Data for the task START

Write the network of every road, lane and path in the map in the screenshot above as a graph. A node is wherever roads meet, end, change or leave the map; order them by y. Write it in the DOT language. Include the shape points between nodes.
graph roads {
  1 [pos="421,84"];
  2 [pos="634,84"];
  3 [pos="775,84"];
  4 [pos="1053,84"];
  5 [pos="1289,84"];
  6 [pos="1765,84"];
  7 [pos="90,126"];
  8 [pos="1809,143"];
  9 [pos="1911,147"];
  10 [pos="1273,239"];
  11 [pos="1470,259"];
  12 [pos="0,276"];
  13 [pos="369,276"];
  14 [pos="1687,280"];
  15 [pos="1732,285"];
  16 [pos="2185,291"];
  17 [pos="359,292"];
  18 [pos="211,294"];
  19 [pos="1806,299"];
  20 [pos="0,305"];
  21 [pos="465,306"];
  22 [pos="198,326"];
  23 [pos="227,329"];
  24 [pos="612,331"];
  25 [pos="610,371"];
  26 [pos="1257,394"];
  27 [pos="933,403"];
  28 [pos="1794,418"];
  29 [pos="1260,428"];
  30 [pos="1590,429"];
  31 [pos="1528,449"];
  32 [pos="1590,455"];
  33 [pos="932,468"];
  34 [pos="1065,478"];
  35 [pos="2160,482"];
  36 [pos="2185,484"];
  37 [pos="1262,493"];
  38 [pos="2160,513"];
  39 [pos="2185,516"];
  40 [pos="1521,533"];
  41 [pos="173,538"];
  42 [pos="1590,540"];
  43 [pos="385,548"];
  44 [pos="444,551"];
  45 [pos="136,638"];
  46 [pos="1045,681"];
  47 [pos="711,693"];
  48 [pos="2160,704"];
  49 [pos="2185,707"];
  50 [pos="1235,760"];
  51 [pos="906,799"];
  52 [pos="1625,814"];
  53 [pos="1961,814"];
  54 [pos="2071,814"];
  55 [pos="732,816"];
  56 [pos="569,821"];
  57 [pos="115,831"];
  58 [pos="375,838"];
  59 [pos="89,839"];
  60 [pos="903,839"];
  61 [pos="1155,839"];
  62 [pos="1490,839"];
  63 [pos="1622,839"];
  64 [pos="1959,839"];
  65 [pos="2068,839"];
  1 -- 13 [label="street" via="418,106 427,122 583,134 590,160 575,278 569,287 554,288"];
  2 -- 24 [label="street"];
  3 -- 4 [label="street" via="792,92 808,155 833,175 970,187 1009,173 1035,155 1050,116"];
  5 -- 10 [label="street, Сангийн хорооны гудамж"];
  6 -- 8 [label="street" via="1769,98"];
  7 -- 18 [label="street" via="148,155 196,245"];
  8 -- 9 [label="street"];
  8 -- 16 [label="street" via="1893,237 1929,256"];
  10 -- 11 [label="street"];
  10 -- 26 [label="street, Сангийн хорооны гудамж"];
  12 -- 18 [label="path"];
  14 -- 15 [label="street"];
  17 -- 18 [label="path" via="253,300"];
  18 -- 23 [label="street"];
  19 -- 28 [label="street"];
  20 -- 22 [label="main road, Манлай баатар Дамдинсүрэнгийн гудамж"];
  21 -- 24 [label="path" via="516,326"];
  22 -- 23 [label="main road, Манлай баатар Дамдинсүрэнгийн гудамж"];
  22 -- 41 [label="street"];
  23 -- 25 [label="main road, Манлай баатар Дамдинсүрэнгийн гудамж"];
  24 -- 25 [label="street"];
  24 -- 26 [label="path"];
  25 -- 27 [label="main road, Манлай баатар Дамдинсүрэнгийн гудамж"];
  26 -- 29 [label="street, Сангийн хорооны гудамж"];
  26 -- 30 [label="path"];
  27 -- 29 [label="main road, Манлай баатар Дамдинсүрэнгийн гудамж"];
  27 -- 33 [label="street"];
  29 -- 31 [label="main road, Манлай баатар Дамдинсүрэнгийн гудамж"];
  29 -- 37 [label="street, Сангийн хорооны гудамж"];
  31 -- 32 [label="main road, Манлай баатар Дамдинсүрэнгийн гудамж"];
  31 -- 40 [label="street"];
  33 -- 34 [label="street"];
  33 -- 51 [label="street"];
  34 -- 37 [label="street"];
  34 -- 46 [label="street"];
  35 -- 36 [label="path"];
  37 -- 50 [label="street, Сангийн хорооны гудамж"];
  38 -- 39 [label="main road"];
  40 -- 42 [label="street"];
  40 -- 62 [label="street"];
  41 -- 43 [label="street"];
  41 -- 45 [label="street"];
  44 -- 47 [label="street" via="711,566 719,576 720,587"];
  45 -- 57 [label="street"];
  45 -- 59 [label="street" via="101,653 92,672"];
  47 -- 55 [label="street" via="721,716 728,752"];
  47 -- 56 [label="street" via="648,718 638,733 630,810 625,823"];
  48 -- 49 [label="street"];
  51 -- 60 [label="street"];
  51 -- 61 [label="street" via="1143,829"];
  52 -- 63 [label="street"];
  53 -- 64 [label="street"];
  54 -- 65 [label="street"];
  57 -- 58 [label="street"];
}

Data for the task END

--- The task ---
Repeat the whole of the data verbatim, as it reads above.

--- Written solution ---
Write the network of every road, lane and path in the map in the screenshot above as a graph. A node is wherever roads meet, end, change or leave the map; order them by y. Write it in the DOT language. Include the shape points between nodes.
graph roads {
  1 [pos="421,84"];
  2 [pos="634,84"];
  3 [pos="775,84"];
  4 [pos="1053,84"];
  5 [pos="1289,84"];
  6 [pos="1765,84"];
  7 [pos="90,126"];
  8 [pos="1809,143"];
  9 [pos="1911,147"];
  10 [pos="1273,239"];
  11 [pos="1470,259"];
  12 [pos="0,276"];
  13 [pos="369,276"];
  14 [pos="1687,280"];
  15 [pos="1732,285"];
  16 [pos="2185,291"];
  17 [pos="359,292"];
  18 [pos="211,294"];
  19 [pos="1806,299"];
  20 [pos="0,305"];
  21 [pos="465,306"];
  22 [pos="198,326"];
  23 [pos="227,329"];
  24 [pos="612,331"];
  25 [pos="610,371"];
  26 [pos="1257,394"];
  27 [pos="933,403"];
  28 [pos="1794,418"];
  29 [pos="1260,428"];
  30 [pos="1590,429"];
  31 [pos="1528,449"];
  32 [pos="1590,455"];
  33 [pos="932,468"];
  34 [pos="1065,478"];
  35 [pos="2160,482"];
  36 [pos="2185,484"];
  37 [pos="1262,493"];
  38 [pos="2160,513"];
  39 [pos="2185,516"];
  40 [pos="1521,533"];
  41 [pos="173,538"];
  42 [pos="1590,540"];
  43 [pos="385,548"];
  44 [pos="444,551"];
  45 [pos="136,638"];
  46 [pos="1045,681"];
  47 [pos="711,693"];
  48 [pos="2160,704"];
  49 [pos="2185,707"];
  50 [pos="1235,760"];
  51 [pos="906,799"];
  52 [pos="1625,814"];
  53 [pos="1961,814"];
  54 [pos="2071,814"];
  55 [pos="732,816"];
  56 [pos="569,821"];
  57 [pos="115,831"];
  58 [pos="375,838"];
  59 [pos="89,839"];
  60 [pos="903,839"];
  61 [pos="1155,839"];
  62 [pos="1490,839"];
  63 [pos="1622,839"];
  64 [pos="1959,839"];
  65 [pos="2068,839"];
  1 -- 13 [label="street" via="418,106 427,122 583,134 590,160 575,278 569,287 554,288"];
  2 -- 24 [label="street"];
  3 -- 4 [label="street" via="792,92 808,155 833,175 970,187 1009,173 1035,155 1050,116"];
  5 -- 10 [label="street, Сангийн хорооны гудамж"];
  6 -- 8 [label="street" via="1769,98"];
  7 -- 18 [label="street" via="148,155 196,245"];
  8 -- 9 [label="street"];
  8 -- 16 [label="street" via="1893,237 1929,256"];
  10 -- 11 [label="street"];
  10 -- 26 [label="street, Сангийн хорооны гудамж"];
  12 -- 18 [label="path"];
  14 -- 15 [label="street"];
  17 -- 18 [label="path" via="253,300"];
  18 -- 23 [label="street"];
  19 -- 28 [label="street"];
  20 -- 22 [label="main road, Манлай баатар Дамдинсүрэнгийн гудамж"];
  21 -- 24 [label="path" via="516,326"];
  22 -- 23 [label="main road, Манлай баатар Дамдинсүрэнгийн гудамж"];
  22 -- 41 [label="street"];
  23 -- 25 [label="main road, Манлай баатар Дамдинсүрэнгийн гудамж"];
  24 -- 25 [label="street"];
  24 -- 26 [label="path"];
  25 -- 27 [label="main road, Манлай баатар Дамдинсүрэнгийн гудамж"];
  26 -- 29 [label="street, Сангийн хорооны гудамж"];
  26 -- 30 [label="path"];
  27 -- 29 [label="main road, Манлай баатар Дамдинсүрэнгийн гудамж"];
  27 -- 33 [label="street"];
  29 -- 31 [label="main road, Манлай баатар Дамдинсүрэнгийн гудамж"];
  29 -- 37 [label="street, Сангийн хорооны гудамж"];
  31 -- 32 [label="main road, Манлай баатар Дамдинсүрэнгийн гудамж"];
  31 -- 40 [label="street"];
  33 -- 34 [label="street"];
  33 -- 51 [label="street"];
  34 -- 37 [label="street"];
  34 -- 46 [label="street"];
  35 -- 36 [label="path"];
  37 -- 50 [label="street, Сангийн хорооны гудамж"];
  38 -- 39 [label="main road"];
  40 -- 42 [label="street"];
  40 -- 62 [label="street"];
  41 -- 43 [label="street"];
  41 -- 45 [label="street"];
  44 -- 47 [label="street" via="711,566 719,576 720,587"];
  45 -- 57 [label="street"];
  45 -- 59 [label="street" via="101,653 92,672"];
  47 -- 55 [label="street" via="721,716 728,752"];
  47 -- 56 [label="street" via="648,718 638,733 630,810 625,823"];
  48 -- 49 [label="street"];
  51 -- 60 [label="street"];
  51 -- 61 [label="street" via="1143,829"];
  52 -- 63 [label="street"];
  53 -- 64 [label="street"];
  54 -- 65 [label="street"];
  57 -- 58 [label="street"];
}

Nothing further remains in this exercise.